* WHAT TO DO *
The answer is the full set of records below, transcribed exactly.

:: DATA SUPPLIED ::

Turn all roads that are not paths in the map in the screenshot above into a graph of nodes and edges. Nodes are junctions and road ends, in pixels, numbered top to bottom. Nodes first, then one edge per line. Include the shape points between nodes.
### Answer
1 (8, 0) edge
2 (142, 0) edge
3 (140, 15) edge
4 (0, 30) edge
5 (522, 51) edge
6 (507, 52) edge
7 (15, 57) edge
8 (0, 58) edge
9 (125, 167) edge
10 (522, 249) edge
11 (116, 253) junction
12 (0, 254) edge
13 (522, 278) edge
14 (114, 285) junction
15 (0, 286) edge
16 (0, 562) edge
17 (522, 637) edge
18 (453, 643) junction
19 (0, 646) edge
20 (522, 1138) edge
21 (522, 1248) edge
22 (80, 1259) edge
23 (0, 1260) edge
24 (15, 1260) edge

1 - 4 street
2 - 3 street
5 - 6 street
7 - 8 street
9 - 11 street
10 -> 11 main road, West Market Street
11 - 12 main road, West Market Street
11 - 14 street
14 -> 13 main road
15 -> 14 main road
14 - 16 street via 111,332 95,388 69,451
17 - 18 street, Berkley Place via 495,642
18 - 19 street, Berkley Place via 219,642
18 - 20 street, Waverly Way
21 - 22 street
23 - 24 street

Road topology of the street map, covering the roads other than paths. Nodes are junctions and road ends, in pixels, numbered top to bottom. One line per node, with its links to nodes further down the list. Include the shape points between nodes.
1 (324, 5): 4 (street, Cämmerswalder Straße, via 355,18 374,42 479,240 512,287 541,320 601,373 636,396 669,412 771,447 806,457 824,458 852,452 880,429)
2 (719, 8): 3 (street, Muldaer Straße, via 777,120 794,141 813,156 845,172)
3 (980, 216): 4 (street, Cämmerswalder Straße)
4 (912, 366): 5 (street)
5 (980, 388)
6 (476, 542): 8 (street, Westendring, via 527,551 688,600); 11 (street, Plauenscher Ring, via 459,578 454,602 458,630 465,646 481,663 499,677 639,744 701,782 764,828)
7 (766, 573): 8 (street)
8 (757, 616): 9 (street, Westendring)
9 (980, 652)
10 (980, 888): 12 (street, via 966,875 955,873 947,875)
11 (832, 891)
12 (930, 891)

:::

* SOLUTION FOR THIS TASK *
Turn all roads that are not paths in the map in the screenshot above into a graph of nodes and edges. Nodes are junctions and road ends, in pixels, numbered top to bottom. Nodes first, then one edge per line. Include the shape points between nodes.
### Answer
1 (8, 0) edge
2 (142, 0) edge
3 (140, 15) edge
4 (0, 30) edge
5 (522, 51) edge
6 (507, 52) edge
7 (15, 57) edge
8 (0, 58) edge
9 (125, 167) edge
10 (522, 249) edge
11 (116, 253) junction
12 (0, 254) edge
13 (522, 278) edge
14 (114, 285) junction
15 (0, 286) edge
16 (0, 562) edge
17 (522, 637) edge
18 (453, 643) junction
19 (0, 646) edge
20 (522, 1138) edge
21 (522, 1248) edge
22 (80, 1259) edge
23 (0, 1260) edge
24 (15, 1260) edge

1 - 4 street
2 - 3 street
5 - 6 street
7 - 8 street
9 - 11 street
10 -> 11 main road, West Market Street
11 - 12 main road, West Market Street
11 - 14 street
14 -> 13 main road
15 -> 14 main road
14 - 16 street via 111,332 95,388 69,451
17 - 18 street, Berkley Place via 495,642
18 - 19 street, Berkley Place via 219,642
18 - 20 street, Waverly Way
21 - 22 street
23 - 24 street

Road topology of the street map, covering the roads other than paths. Nodes are junctions and road ends, in pixels, numbered top to bottom. One line per node, with its links to nodes further down the list. Include the shape points between nodes.
1 (324, 5): 4 (street, Cämmerswalder Straße, via 355,18 374,42 479,240 512,287 541,320 601,373 636,396 669,412 771,447 806,457 824,458 852,452 880,429)
2 (719, 8): 3 (street, Muldaer Straße, via 777,120 794,141 813,156 845,172)
3 (980, 216): 4 (street, Cämmerswalder Straße)
4 (912, 366): 5 (street)
5 (980, 388)
6 (476, 542): 8 (street, Westendring, via 527,551 688,600); 11 (street, Plauenscher Ring, via 459,578 454,602 458,630 465,646 481,663 499,677 639,744 701,782 764,828)
7 (766, 573): 8 (street)
8 (757, 616): 9 (street, Westendring)
9 (980, 652)
10 (980, 888): 12 (street, via 966,875 955,873 947,875)
11 (832, 891)
12 (930, 891)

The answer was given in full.